Soon, drinking chocolate was all the rage throughout Europe, but it wasn’t until 1828 that chocolate underwent another pivotal change in its production. A Dutch chemist named Casparus van Houten introduced alkaline salts to the chocolate, which cut its bitter quality. Houten also created a press that removed the cocoa butter and paved the way to create solid forms of chocolate, as well as making it cheaper to produce and more consistent in quality. Then, in 1875, milk chocolate was introduced by an inventor named Daniel Peter when he utilized a powdered milk developed by Henri Nestlé, a name easily recognizable now.

Shortly after that in 1879, a man named Rodolphe Lindt, another name you may recognize, invented the conching machine. That smooth, melt-in-your-mouth quality that we associate with chocolate — especially those packages of Lindt truffles that can easily be devoured in one sitting — are the result of the conching machine, which aerates the chocolate and gives it that butter-like texture. By the late 19th century, chocolate companies like Cadbury, Hershey, Nestle, and Mars were mass-producing chocolate sweets and treats, many of the very same ones we know and love today.

So What’s the Difference Between…
Cacao versus Cocoa: The term “cacao” will generally refer to the plant or its beans before any roasting or processing. Both cacao and cocoa are often sold in powder forms, and in many cases may be used interchangeably in a recipe. However, they are not the same thing —  especially when it comes to nutrition content. Cacao powder is created from raw (unroasted) cacao beans that have been cold-pressed. Because there is no heat involved, the process can keep the living enzymes while also removing the fat (or cacao butter). Cocoa powder, on the other hand, has been roasted at high temperatures, which lowers the overall nutritional value.

Milk versus Dark: For many of us it’s a taste preference thing, but what exactly is milk chocolate, and what exactly is dark chocolate?

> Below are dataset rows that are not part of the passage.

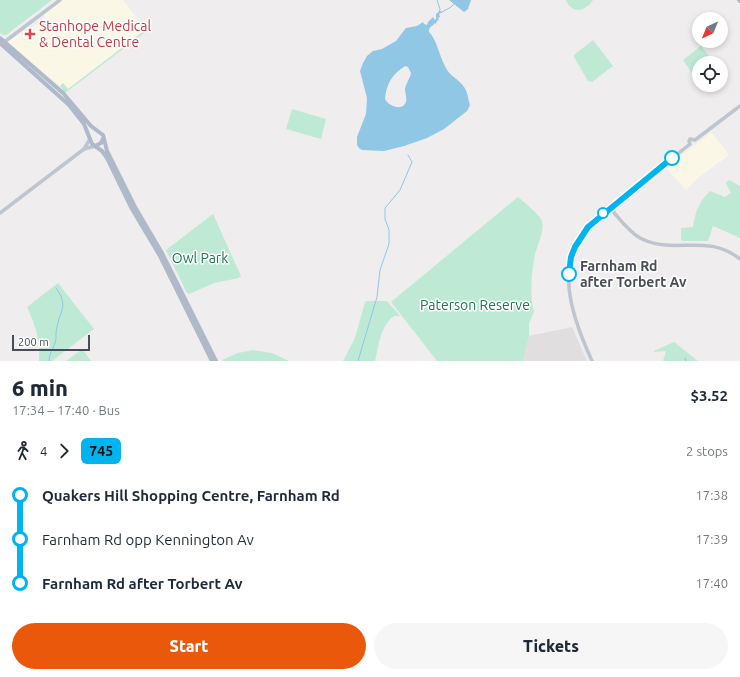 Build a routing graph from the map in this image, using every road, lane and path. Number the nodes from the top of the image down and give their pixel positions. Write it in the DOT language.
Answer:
graph roads {
  1 [pos="58,0"];
  2 [pos="2,42"];
  3 [pos="740,106"];
  4 [pos="100,132"];
  5 [pos="90,139"];
  6 [pos="104,139"];
  7 [pos="95,146"];
  8 [pos="84,149"];
  9 [pos="610,208"];
  10 [pos="0,213"];
  11 [pos="740,259"];
  12 [pos="212,361"];
  13 [pos="216,361"];
  14 [pos="592,361"];
  1 -- 2 [label="street"];
  2 -- 4 [label="main road"];
  2 -- 5 [label="main road"];
  3 -- 9 [label="street"];
  4 -- 5 [label="main road"];
  4 -- 6 [label="main road"];
  5 -- 7 [label="main road"];
  5 -- 8 [label="street"];
  6 -- 7 [label="main road"];
  6 -- 13 [label="main road"];
  7 -- 8 [label="street"];
  7 -- 12 [label="main road"];
  8 -- 10 [label="street"];
  9 -- 11 [label="street"];
  9 -- 14 [label="street"];
}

Milk chocolate — as the name might suggest — contains cocoa solids that are diluted with milk solids, as well as added sugar and cream. This creates a sweeter, smoother texture that many people prefer to the more abrasive taste of dark chocolate. Milk chocolate has much less cocoa content (cocoa solids with cocoa butter) than dark chocolate, which can range from containing 35 percent cocoa content to 100 percent. Naturally, the higher the cocoa content, the more bitter it will taste.

Myth or Fact?
Chocolate is good for you: Fact. But also a myth. It honestly depends on the chocolate that you are eating. If it’s a Snickers bar, or something else highly processed that is almost always made of milk rather than dark chocolate … sorry, it’s not good for you. But chocolate with a high cocoa content (usually 60 percent dark and above), or raw cacao, is one of the highest antioxidant sources in the world. Minimally processed dark chocolate also contains fiber, essential minerals, and is thought to lower your risk of heart disease. It should still be consumed in moderation, however, as it still is fairly high in calories and likely also contains moderate amounts of sugar.

Eating chocolate simulates the feeling of being in love: This is mostly a myth. When we fall in love, a family of chemicals called phenylethylamine work to produce endorphins — our brain’s “feel good” molecules. However, according to The Washington Post, chocolate does contain small amounts of phenylethylamine, but enzymes in our liver degrade the chemicals before they have a chance to reach our brain. Luckily, chocolate also contains both serotonin and tryptophan, as well as other molecules and neurotransmitters that do contribute to a positive mood.